In summary, this is the first description of enlargements of dorsal roots and vagus nerve in cancer patients with treatment-induced neuropathies. In addition, we present a diagnostic algorithm that incorporates NMUS (as shown in Fig. 2) as an integral aspect of the neurological assessment for cancer patients. The algorithm may be particularily valuable as a part of the routine neurological assessment for cancer patients with suspected peripheral neurotoxicity in case of atypical presentations, severe symptoms, or acute onset, aiding in the process of differential diagnosis.

Diagnostic algorithm for cancer patients presenting with suspected treatment-related peripheral neurotoxicity. The figure shows our propose for a standardized diagnostic algorithm including NMUS as a part of routine neurological assessment for cancer patients with suspected peripheral neurotoxicity.

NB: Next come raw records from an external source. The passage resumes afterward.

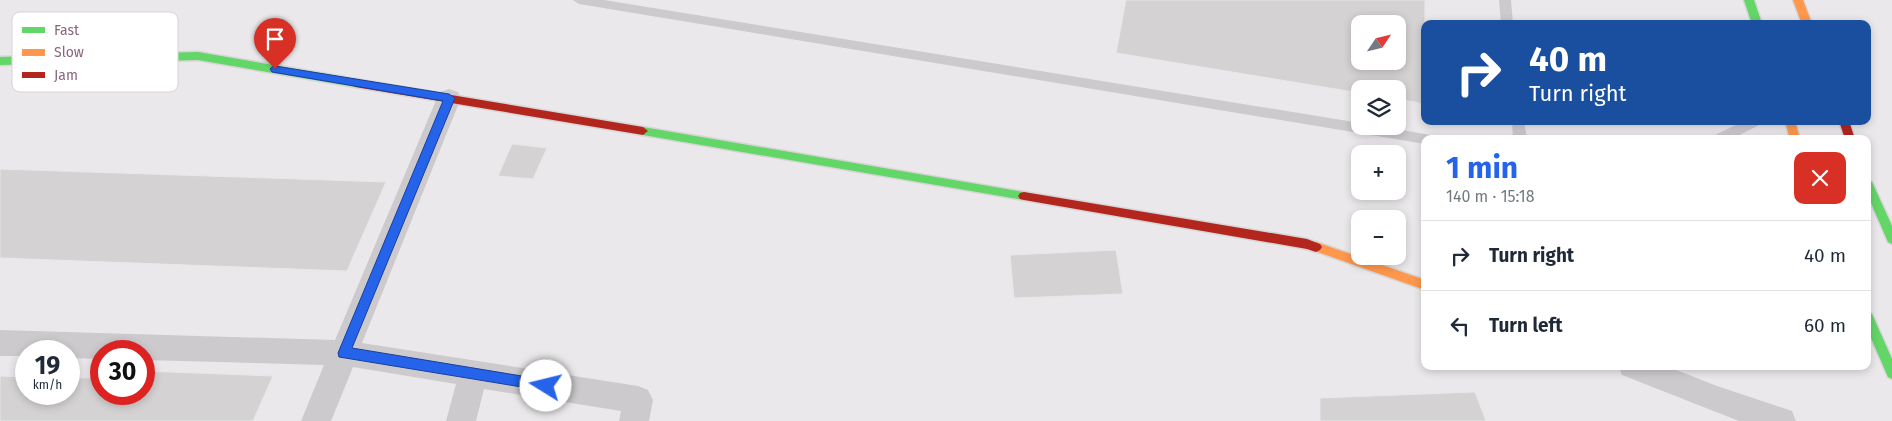 <!DOCTYPE html>
<html lang="en">
<head>
<meta charset="utf-8">
<style>
  :root { --surface:#fff; --page:#f6f6f7; --text:#1f2937; --muted:#747a83; --line:#e0e1e3; --accent:#2563eb }
  body { margin:0; font-family:"Fira Sans",sans-serif; background:var(--page); color:var(--text); height:100vh; display:flex; flex-direction:column; font-size:19px; white-space:nowrap }
  * { box-sizing:border-box; margin:0 }
  p { font-size:16px; color:var(--muted) }
  .icon { flex:none; width:28px; height:28px; fill:none; stroke:currentColor; stroke-width:2; stroke-linecap:round; stroke-linejoin:round }
  .map { position:relative; flex:1; overflow:hidden }
  .drawer { position:absolute; left:1421px; top:135px; width:450px; height:235px; display:flex; flex-direction:column; background:var(--surface); border-radius:10px; box-shadow:0 2px 8px #0003 }
  .drawer>* { flex:none }
  .guide { position:absolute; left:1421px; top:20px; width:450px; height:105px; border-radius:10px; box-shadow:0 2px 8px #0003; background:#1a4fa0; color:#fff; overflow:hidden }
  .needle { width:32px; rotate:55deg }
  .buttons { position:absolute; left:1351px; top:15px; display:grid; gap:10px }
  .buttons a { display:grid; place-items:center; width:55px; height:55px; border-radius:10px; background:var(--surface); box-shadow:0 2px 8px #0003; font-size:25px }
  .speed { position:absolute; left:15px; top:340px; display:flex; gap:10px; font-size:25px; font-weight:700; text-align:center }
  .speed>* { display:grid; place-content:center; width:65px; height:65px; border-radius:50%; background:var(--surface); box-shadow:0 2px 8px #0003; line-height:1 }
  .speed small { font-size:12px; font-weight:400 }
  .speed .limit { border:8px solid #d22; background:#fff; color:#111 }
  .pin { position:absolute; display:grid; place-items:center; width:42px; height:42px; color:#fff; margin:-51px -21px; border-radius:50% 50% 50% 0; rotate:-45deg; box-shadow:0 0 5px #0007 }
  .pin .icon { rotate:45deg }
  .me { position:absolute; width:55px; margin:-28px; rotate:279deg; stroke-linejoin:round; filter:drop-shadow(0 0 4px #0008) }
  .turn { display:flex; align-items:center; gap:18px; height:105px; padding:0 25px; font-size:22px }
  .turn .icon { width:65px; height:65px; stroke-width:2.5 }
  .turn b { display:block; font-size:35px; line-height:42px }
  .round { display:grid; place-items:center; flex:none; width:52px; height:52px; border-radius:10px; background:var(--page) }
  .headline { display:flex; align-items:center; justify-content:space-between; height:85px; padding:0 25px }
  h1 { font-size:30px; font-weight:700; line-height:38px; color:var(--accent) }
  ul { padding:0; list-style:none }
  li { display:flex; align-items:center; gap:15px; height:70px; padding:0 25px; border-top:1px solid var(--line) }
  li div { flex:1 }
  li b { display:block; font-size:19px }
  li em { font-style:normal }
  .map>svg:first-child { display:block }
  .built { fill:#eae8ea; fill-rule:evenodd }
  .building { fill:#d5d2d4; stroke:#e7e8e8; fill-rule:evenodd }
  .lines { fill:none; stroke-linecap:round; stroke-linejoin:round }
  .fast-casing { stroke:#d7d5d6; stroke-width:3 }
  .slow-casing { stroke:#d7d5d6; stroke-width:3 }
  .jam-casing { stroke:#d7d5d6; stroke-width:3 }
  .lane { fill:#cdcacd; fill-rule:evenodd }
  .street { fill:#cdcacd; fill-rule:evenodd }
  .fast { fill:#63d668; fill-rule:evenodd }
  .slow { fill:#ff974d; fill-rule:evenodd }
  .jam { fill:#b3261e; fill-rule:evenodd }
  .route { fill:#2563eb; stroke:#184099 }
  .key { fill:#fff; stroke:#dcd1d8; stroke-width:1 }
  .key-label { font-size:14px; fill:#8a657d }
</style>
</head>
<body>
<div class="map">
<svg width="1892" height="421" viewBox="0 0 1892 421">
  <rect width="100%" height="100%" fill="#f7f8f8"/>
  <path class="built" d="M0 0H1892V421H0ZM1360 24H1398V61H1360ZM1425 24H1868V121H1425ZM1360 89H1398V126H1360ZM1425 139H1868V366H1425ZM1360 154H1398V191H1360ZM1360 219H1398V256H1360ZM26 351H69V394H26ZM101 351H144V394H101Z"/>
  <g class="building">
    <path d="M1126 0H1425V104L1398 99V89H1360V93L1116 53ZM1360 24H1398V61H1360Z"/>
    <polygon points="512,144 547,148 533,179 498,176"/>
    <polygon points="0,169 386,182 347,271 0,258"/>
    <polygon points="1116,250 1123,294 1014,298 1010,255"/>
    <polygon points="144,371 273,376 253,421 0,421 0,376 26,377 26,394 69,394 69,378 101,378 101,394 144,394"/>
    <polygon points="1475,392 1486,421 1320,421 1320,398"/>
  </g>
  <g class="lines">
    <g class="fast-casing">
      <g id="fast">
        <polygon points="1744,0 1754,0 1762,24 1752,24"/>
        <polygon points="198,52 355,79 360,83 355,87 198,60 0,65 0,57"/>
        <polygon points="643,127 1024,192 1028,193 1030,196 1028,199 1024,200 643,135 638,131"/>
        <polygon points="1868,181 1872,182 1892,226 1892,244 1888,242 1868,196"/>
        <polygon points="1868,313 1872,314 1892,359 1892,379 1888,377 1868,331"/>
      </g>
    </g>
    <g class="slow-casing">
      <g id="slow">
        <polygon points="1793,0 1803,0 1812,24 1802,24"/>
        <polygon points="1785,121 1795,121 1800,139 1790,139"/>
        <polygon points="1316,242 1425,280 1425,290 1312,250 1310,247 1312,244"/>
      </g>
    </g>
    <g class="jam-casing">
      <g id="jam">
        <polygon points="355,79 643,127 648,131 643,135 355,87 350,83"/>
        <polygon points="1839,121 1849,121 1855,139 1845,139"/>
        <polygon points="1024,192 1307,239 1320,244 1322,247 1320,250 1316,252 1307,249 1024,200 1020,199 1018,196 1020,193"/>
      </g>
    </g>
    <g class="lane">
      <polygon points="573,0 604,0 1360,123 1360,126 1378,126 1425,134 1430,135 1431,139 1425,139 1425,144 579,4"/>
      <polygon points="1499,0 1511,0 1513,24 1501,24"/>
      <polygon points="1512,121 1524,121 1527,139 1513,139"/>
      <polygon points="1744,121 1762,121 1761,124 1732,139 1714,139 1715,135"/>
    </g>
    <g class="street">
      <polygon points="449,89 458,92 461,98 362,343 638,386 648,390 653,400 649,421 619,421 621,411 484,389 476,421 446,421 456,384 353,367 331,421 301,421 324,365 144,360 144,351 101,351 101,359 69,358 69,351 26,351 26,356 0,356 0,330 335,340 437,98 440,92"/>
      <polygon points="1618,366 1666,366 1717,386 1792,411 1796,421 1739,421 1622,375"/>
    </g>
    <use href="#fast" class="fast"/>
    <use href="#slow" class="slow"/>
    <use href="#jam" class="jam"/>
  </g>
  <polygon class="route" points="275,66 449,94 455,98 352,348 546,380 551,382 552,386 551,390 546,391 339,357 338,353 443,101 272,72 270,69 272,67"/>
  <rect x="12" y="12" width="166" height="80" rx="8" class="key"/>
  <rect x="22" y="27" width="23" height="6" fill="#63d668"/>
  <rect x="22" y="49" width="23" height="7" fill="#ff974d"/>
  <rect x="22" y="72" width="23" height="6" fill="#b3261e"/>
  <g class="key-label">
    <text x="54" y="35">Fast</text>
    <text x="54" y="57">Slow</text>
    <text x="54" y="80">Jam</text>
  </g>
</svg>
<div class="buttons">
<a><svg class="needle" viewBox="-14 -14 28 28"><path d="M0-13l5 13h-10z" fill="#e53935"/><path d="M0 13l5-13h-10z" fill="#747a83"/></svg></a>
<a><svg class="icon" aria-label="layers" viewBox="0 0 24 24"><path d="M12 4l9 5-9 5-9-5zM3 14l9 5 9-5"/></svg></a>
<a>+</a>
<a>−</a>
</div>
<div class="speed"><div>19<small>km/h</small></div><div class="limit">30</div></div>
<div class="pin" style="left:275px;top:69px;background:#d93025"><svg class="icon" aria-label="arrive" viewBox="0 0 24 24"><path d="M6 21V4h12l-3 4 3 4H6"/></svg></div>
<svg class="me" style="left:546px;top:386px" viewBox="-20 -20 40 40"><circle r="19" fill="#fff"/><path d="M0-13L10 11 0 6-10 11z" fill="#2563eb"/></svg>
<div class="guide">
<div class="turn"><svg class="icon" aria-label="right" viewBox="0 0 24 24"><path d="M7 20v-9h11M14 6l5 5-5 5"/></svg><div><b>40 m</b>Turn right</div></div>
</div>
<section class="drawer">
<div class="headline"><div><h1>1 min</h1><p>140 m · 15:18</p></div><a class="round" style="background:#d93025;color:#fff"><svg class="icon" aria-label="close" viewBox="0 0 24 24"><path d="M6 6l12 12M18 6L6 18"/></svg></a></div>
<ul>
<li><svg class="icon" aria-label="right" viewBox="0 0 24 24"><path d="M7 20v-9h11M14 6l5 5-5 5"/></svg><div><b>Turn right</b></div><em>40 m</em></li>
<li><svg class="icon" aria-label="left" viewBox="0 0 24 24"><path d="M17 20v-9H6M10 6l-5 5 5 5"/></svg><div><b>Turn left</b></div><em>60 m</em></li>
</ul>
</section>
</div>
</body>
</html>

Abbreviations: CNS central nervous system, CSF cerebrospinal fluid, MRI magnet resonance imaging, IgG immune globulin G, Auto AB auto antibodies, anti MAG antibodies against myelin-associated glycoprotein, PNP polyneuropathy, PNS peripheral nervous system

However, this current work shows representative examples from interdisciplinary NMUS integrative work-up only and does not allow any generalization of the identified NMUS findings. Taken together with previous studies, our experience nevertheless supports the promising potential of NMUS in this field and the importance of prospectively designed, cross-sectional studies for cancer patients with newly occurring neuropathies.